A general learning scheme for classical and quantum Ising machines
Ludwig Schmid, Enrico Zardini, Davide Pastorello
TL;DR
This work proposes a general learning scheme that uses the ground-state energy of an Ising model as the predictive output and trains the couplings by gradient descent, with gradients estimated from the Ising machine itself rather than explicit backpropagation. The model F(\boldsymbol{\theta}|\boldsymbol{\Gamma},\lambda,\epsilon)=\lambda E_0(\boldsymbol{\theta},\boldsymbol{\Gamma})+\epsilon is trained by minimizing a mean-squared-error loss and update rules are derived for $\Gamma$, $\lambda$, and $\epsilon$, leveraging the Ising-machine outputs $E_0$ and $\boldsymbol{z}^*$. The approach applies to both classical and quantum Ising machines, with quantum resources used for execution and training, and is demonstrated through proof-of-concept experiments on random data, function approximation, and Bars-and-Stripes classification on a D-Wave system.

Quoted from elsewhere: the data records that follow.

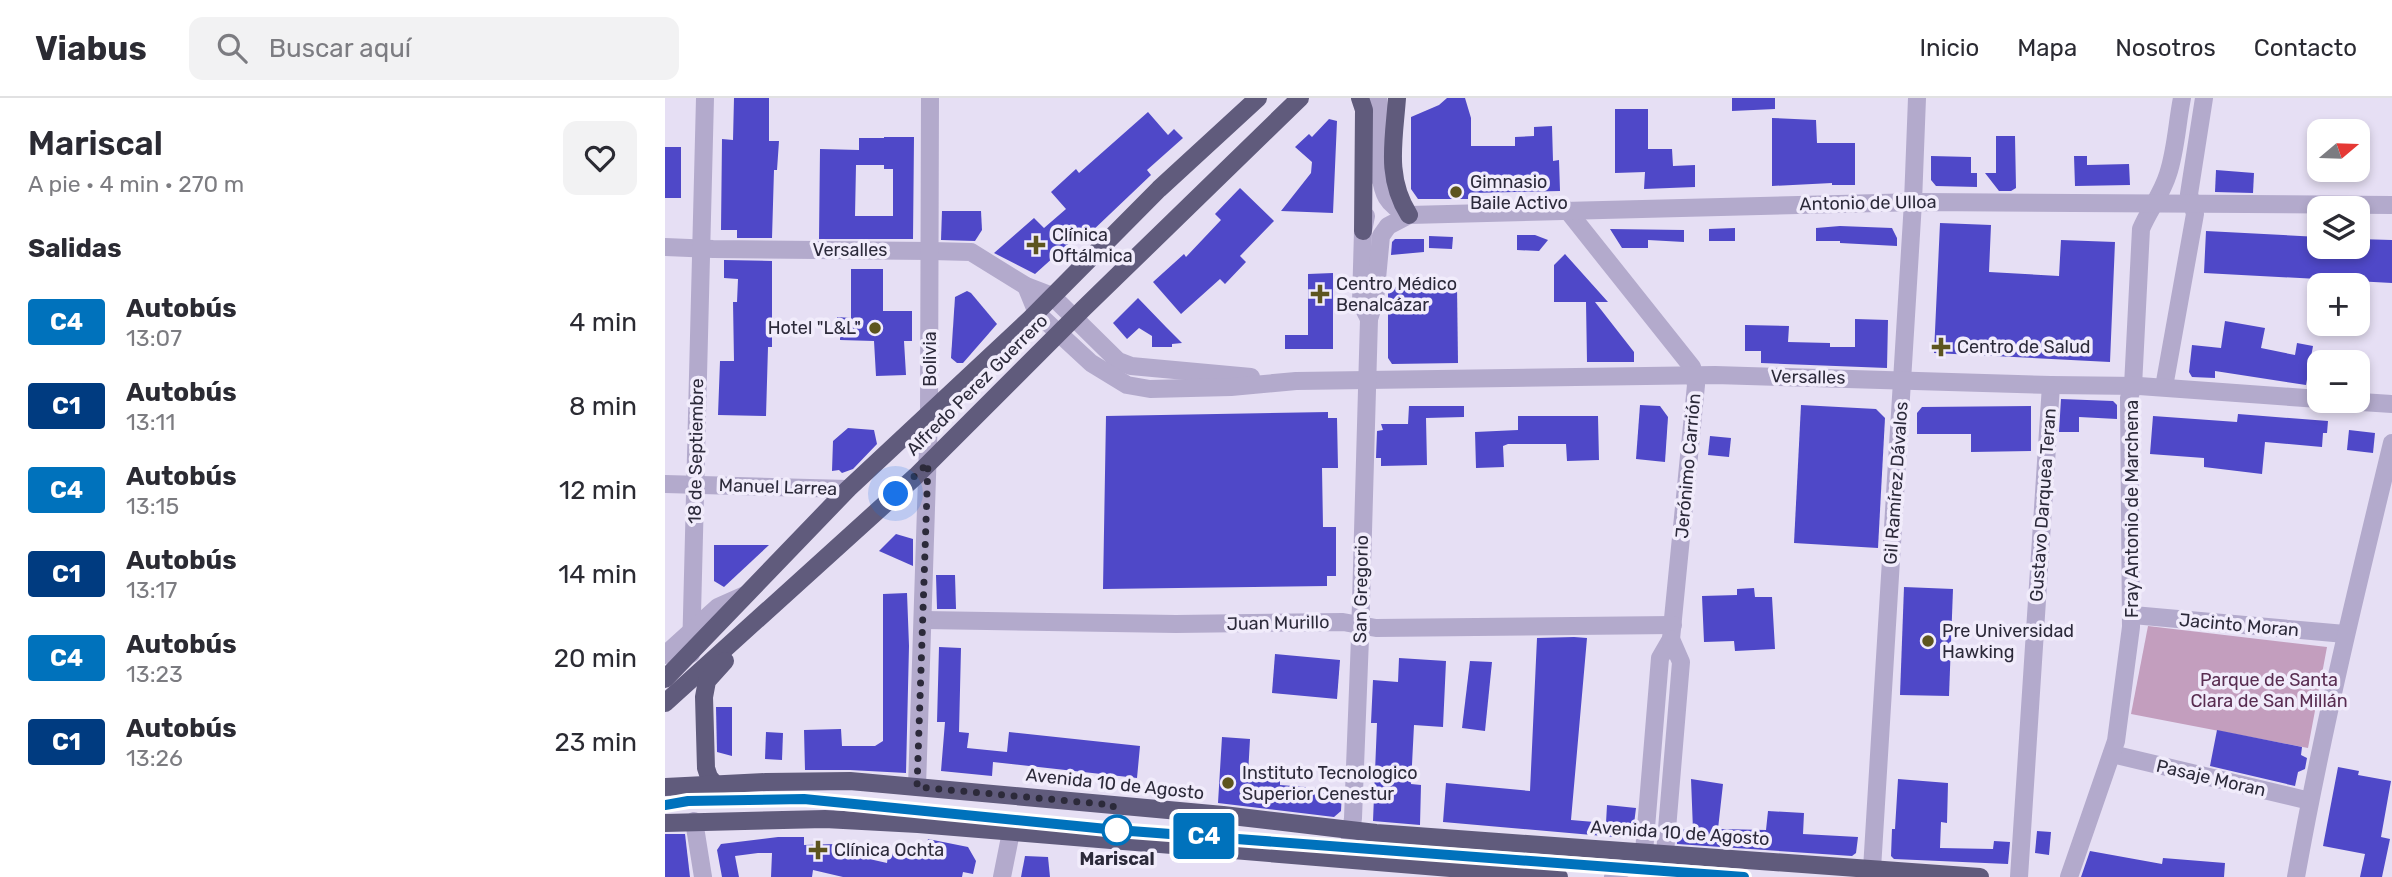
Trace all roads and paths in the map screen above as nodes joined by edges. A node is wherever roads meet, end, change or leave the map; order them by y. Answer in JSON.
{"nodes":[{"id":1,"x":705,"y":98,"type":"edge"},
{"id":2,"x":930,"y":98,"type":"edge"},
{"id":3,"x":1258,"y":98,"type":"edge"},
{"id":4,"x":1300,"y":98,"type":"edge"},
{"id":5,"x":1360,"y":98,"type":"edge"},
{"id":6,"x":1378,"y":98,"type":"edge"},
{"id":7,"x":1397,"y":98,"type":"edge"},
{"id":8,"x":1917,"y":98,"type":"edge"},
{"id":9,"x":2182,"y":98,"type":"edge"},
{"id":10,"x":2204,"y":98,"type":"edge"},
{"id":11,"x":1378,"y":164,"type":"junction"},
{"id":12,"x":1913,"y":202,"type":"junction"},
{"id":13,"x":2157,"y":202,"type":"junction"},
{"id":14,"x":2192,"y":203,"type":"junction"},
{"id":15,"x":2392,"y":205,"type":"edge"},
{"id":16,"x":1567,"y":210,"type":"junction"},
{"id":17,"x":1409,"y":215,"type":"junction"},
{"id":18,"x":1363,"y":230,"type":"junction"},
{"id":19,"x":665,"y":247,"type":"edge"},
{"id":20,"x":701,"y":248,"type":"junction"},
{"id":21,"x":931,"y":251,"type":"junction"},
{"id":22,"x":1026,"y":286,"type":"junction"},
{"id":23,"x":1052,"y":296,"type":"junction"},
{"id":24,"x":1037,"y":313,"type":"junction"},
{"id":25,"x":1074,"y":318,"type":"junction"},
{"id":26,"x":1369,"y":319,"type":"junction"},
{"id":27,"x":1058,"y":334,"type":"junction"},
{"id":28,"x":1695,"y":376,"type":"junction"},
{"id":29,"x":1902,"y":379,"type":"junction"},
{"id":30,"x":1296,"y":381,"type":"junction"},
{"id":31,"x":1366,"y":381,"type":"junction"},
{"id":32,"x":2051,"y":385,"type":"junction"},
{"id":33,"x":2133,"y":386,"type":"junction"},
{"id":34,"x":2164,"y":387,"type":"junction"},
{"id":35,"x":2307,"y":398,"type":"edge"},
{"id":36,"x":2370,"y":403,"type":"edge"},
{"id":37,"x":2392,"y":404,"type":"edge"},
{"id":38,"x":929,"y":415,"type":"junction"},
{"id":39,"x":2392,"y":443,"type":"edge"},
{"id":40,"x":928,"y":463,"type":"junction"},
{"id":41,"x":665,"y":484,"type":"edge"},
{"id":42,"x":695,"y":485,"type":"junction"},
{"id":43,"x":848,"y":489,"type":"junction"},
{"id":44,"x":748,"y":594,"type":"junction"},
{"id":45,"x":771,"y":606,"type":"junction"},
{"id":46,"x":2133,"y":615,"type":"junction"},
{"id":47,"x":924,"y":620,"type":"junction"},
{"id":48,"x":1361,"y":626,"type":"junction"},
{"id":49,"x":1672,"y":632,"type":"junction"},
{"id":50,"x":691,"y":633,"type":"junction"},
{"id":51,"x":2345,"y":634,"type":"junction"},
{"id":52,"x":691,"y":654,"type":"junction"},
{"id":53,"x":665,"y":655,"type":"edge"},
{"id":54,"x":668,"y":688,"type":"edge"},
{"id":55,"x":2112,"y":754,"type":"junction"},
{"id":56,"x":715,"y":784,"type":"junction"},
{"id":57,"x":665,"y":786,"type":"edge"},
{"id":58,"x":917,"y":787,"type":"junction"},
{"id":59,"x":2310,"y":801,"type":"junction"},
{"id":60,"x":694,"y":821,"type":"junction"},
{"id":61,"x":665,"y":823,"type":"edge"},
{"id":62,"x":1352,"y":830,"type":"junction"},
{"id":63,"x":1011,"y":832,"type":"junction"},
{"id":64,"x":1644,"y":852,"type":"junction"},
{"id":65,"x":1665,"y":853,"type":"junction"},
{"id":66,"x":1347,"y":859,"type":"junction"},
{"id":67,"x":1872,"y":869,"type":"junction"},
{"id":68,"x":1470,"y":873,"type":"edge"},
{"id":69,"x":703,"y":877,"type":"edge"},
{"id":70,"x":1002,"y":877,"type":"edge"},
{"id":71,"x":1559,"y":877,"type":"edge"},
{"id":72,"x":1613,"y":877,"type":"edge"},
{"id":73,"x":1980,"y":877,"type":"edge"},
{"id":74,"x":2019,"y":877,"type":"edge"},
{"id":75,"x":2069,"y":877,"type":"edge"},
{"id":76,"x":2296,"y":877,"type":"edge"}],
"edges":[{"from":1,"to":20,"type":"street","name":"18 de Septiembre"},
{"from":2,"to":21,"type":"street","name":"Bolivia"},
{"from":3,"to":23,"type":"main road","name":"Alfredo Perez Guerrero"},
{"from":4,"to":25,"type":"main road","name":"Alfredo Perez Guerrero"},
{"from":5,"to":18,"type":"main road"},
{"from":6,"to":11,"type":"street","name":"San Gregorio"},
{"from":7,"to":17,"type":"main road"},
{"from":8,"to":12,"type":"street","name":"Gil Ramírez Dávalos"},
{"from":9,"to":13,"type":"street","name":"Fray Antonio de Marchena"},
{"from":10,"to":14,"type":"street","name":"Fray Antonio de Marchena"},
{"from":11,"to":17,"type":"street"},
{"from":11,"to":18,"type":"street","name":"San Gregorio"},
{"from":12,"to":13,"type":"street","name":"Antonio de Ulloa"},
{"from":12,"to":16,"type":"street","name":"Antonio de Ulloa"},
{"from":12,"to":29,"type":"street","name":"Gil Ramírez Dávalos"},
{"from":13,"to":14,"type":"street","name":"Antonio de Ulloa"},
{"from":13,"to":33,"type":"street","name":"Fray Antonio de Marchena"},
{"from":14,"to":15,"type":"street","name":"Antonio de Ulloa"},
{"from":14,"to":34,"type":"street","name":"Fray Antonio de Marchena"},
{"from":16,"to":17,"type":"street","name":"Antonio de Ulloa"},
{"from":16,"to":28,"type":"street","name":"Jerónimo Carrión"},
{"from":17,"to":26,"type":"street","name":"San Gregorio"},
{"from":18,"to":26,"type":"street","name":"San Gregorio"},
{"from":19,"to":20,"type":"street","name":"Versalles"},
{"from":20,"to":21,"type":"street","name":"Versalles"},
{"from":20,"to":42,"type":"street","name":"18 de Septiembre"},
{"from":21,"to":22,"type":"street","name":"Versalles"},
{"from":21,"to":38,"type":"street","name":"Bolivia"},
{"from":22,"to":23,"type":"street","name":"Versalles"},
{"from":22,"to":24,"type":"street","name":"Versalles"},
{"from":23,"to":24,"type":"main road","name":"Alfredo Perez Guerrero"},
{"from":23,"to":25,"type":"street","name":"Versalles"},
{"from":24,"to":27,"type":"street","name":"Versalles"},
{"from":24,"to":38,"type":"main road","name":"Alfredo Perez Guerrero"},
{"from":25,"to":27,"type":"main road","name":"Alfredo Perez Guerrero"},
{"from":25,"to":30,"type":"street","name":"Versalles"},
{"from":26,"to":31,"type":"street","name":"San Gregorio"},
{"from":27,"to":30,"type":"street","name":"Versalles"},
{"from":27,"to":40,"type":"main road","name":"Alfredo Perez Guerrero"},
{"from":28,"to":29,"type":"street","name":"Versalles"},
{"from":28,"to":31,"type":"street","name":"Versalles"},
{"from":28,"to":49,"type":"street","name":"Jerónimo Carrión"},
{"from":29,"to":32,"type":"street","name":"Versalles"},
{"from":29,"to":67,"type":"street","name":"Gil Ramírez Dávalos"},
{"from":30,"to":31,"type":"street","name":"Versalles"},
{"from":31,"to":48,"type":"street","name":"San Gregorio"},
{"from":32,"to":33,"type":"street","name":"Versalles"},
{"from":32,"to":74,"type":"street","name":"Gustavo Darquea Teran"},
{"from":33,"to":34,"type":"street","name":"Versalles"},
{"from":33,"to":46,"type":"street","name":"Fray Antonio de Marchena"},
{"from":34,"to":35,"type":"street","name":"Versalles"},
{"from":36,"to":37,"type":"street"},
{"from":38,"to":40,"type":"street","name":"Bolivia"},
{"from":38,"to":43,"type":"main road","name":"Alfredo Perez Guerrero"},
{"from":39,"to":51,"type":"street"},
{"from":40,"to":45,"type":"main road","name":"Alfredo Perez Guerrero"},
{"from":40,"to":47,"type":"street","name":"Bolivia"},
{"from":41,"to":42,"type":"street","name":"Manuel Larrea"},
{"from":42,"to":43,"type":"street","name":"Manuel Larrea"},
{"from":42,"to":50,"type":"street","name":"18 de Septiembre"},
{"from":43,"to":44,"type":"main road","name":"Alfredo Perez Guerrero"},
{"from":44,"to":50,"type":"street"},
{"from":44,"to":52,"type":"main road","name":"Alfredo Perez Guerrero"},
{"from":45,"to":54,"type":"main road","name":"Alfredo Perez Guerrero"},
{"from":45,"to":56,"type":"main road"},
{"from":46,"to":51,"type":"street","name":"Jacinto Moran"},
{"from":46,"to":55,"type":"street","name":"Fray Antonio de Marchena"},
{"from":47,"to":48,"type":"street","name":"Juan Murillo"},
{"from":47,"to":58,"type":"street","name":"Bolivia"},
{"from":48,"to":49,"type":"street","name":"Juan Murillo"},
{"from":48,"to":62,"type":"street","name":"San Gregorio"},
{"from":49,"to":64,"type":"street","name":"Jerónimo Carrión"},
{"from":49,"to":65,"type":"street","name":"Jerónimo Carrión"},
{"from":50,"to":52,"type":"street","name":"18 de Septiembre"},
{"from":50,"to":53,"type":"street"},
{"from":51,"to":59,"type":"street"},
{"from":52,"to":54,"type":"main road","name":"Alfredo Perez Guerrero"},
{"from":55,"to":59,"type":"street","name":"Pasaje Moran"},
{"from":55,"to":75,"type":"street","name":"Fray Antonio de Marchena"},
{"from":56,"to":57,"type":"main road","name":"Avenida 10 de Agosto"},
{"from":56,"to":58,"type":"main road","name":"Avenida 10 de Agosto"},
{"from":58,"to":62,"type":"main road","name":"Avenida 10 de Agosto"},
{"from":59,"to":76,"type":"street"},
{"from":60,"to":61,"type":"main road"},
{"from":60,"to":63,"type":"main road"},
{"from":60,"to":69,"type":"street"},
{"from":62,"to":64,"type":"main road","name":"Avenida 10 de Agosto"},
{"from":62,"to":66,"type":"street","name":"San Gregorio"},
{"from":63,"to":66,"type":"main road"},
{"from":63,"to":70,"type":"street"},
{"from":64,"to":65,"type":"main road","name":"Avenida 10 de Agosto"},
{"from":64,"to":72,"type":"street"},
{"from":65,"to":67,"type":"main road","name":"Avenida 10 de Agosto"},
{"from":66,"to":68,"type":"main road"},
{"from":67,"to":73,"type":"main road","name":"Avenida 10 de Agosto"},
{"from":68,"to":71,"type":"main road"}]}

The results illustrate the feasibility of Ising-machine–driven learning and open questions about expressibility, training dynamics, and practical enhancements for larger-scale problems.
Abstract
An Ising machine is any hardware specifically designed for finding the ground state of the Ising model. Relevant examples are coherent Ising machines and quantum annealers. In this paper, we propose a new machine learning model that is based on the Ising structure and can be efficiently trained using gradient descent. We provide a mathematical characterization of the training process, which is based upon optimizing a loss function whose partial derivatives are not explicitly calculated but estimated by the Ising machine itself. Moreover, we present some experimental results on the training and execution of the proposed learning model. These results point out new possibilities offered by Ising machines for different learning tasks. In particular, in the quantum realm, the quantum resources are used for both the execution and the training of the model, providing a promising perspective in quantum machine learning.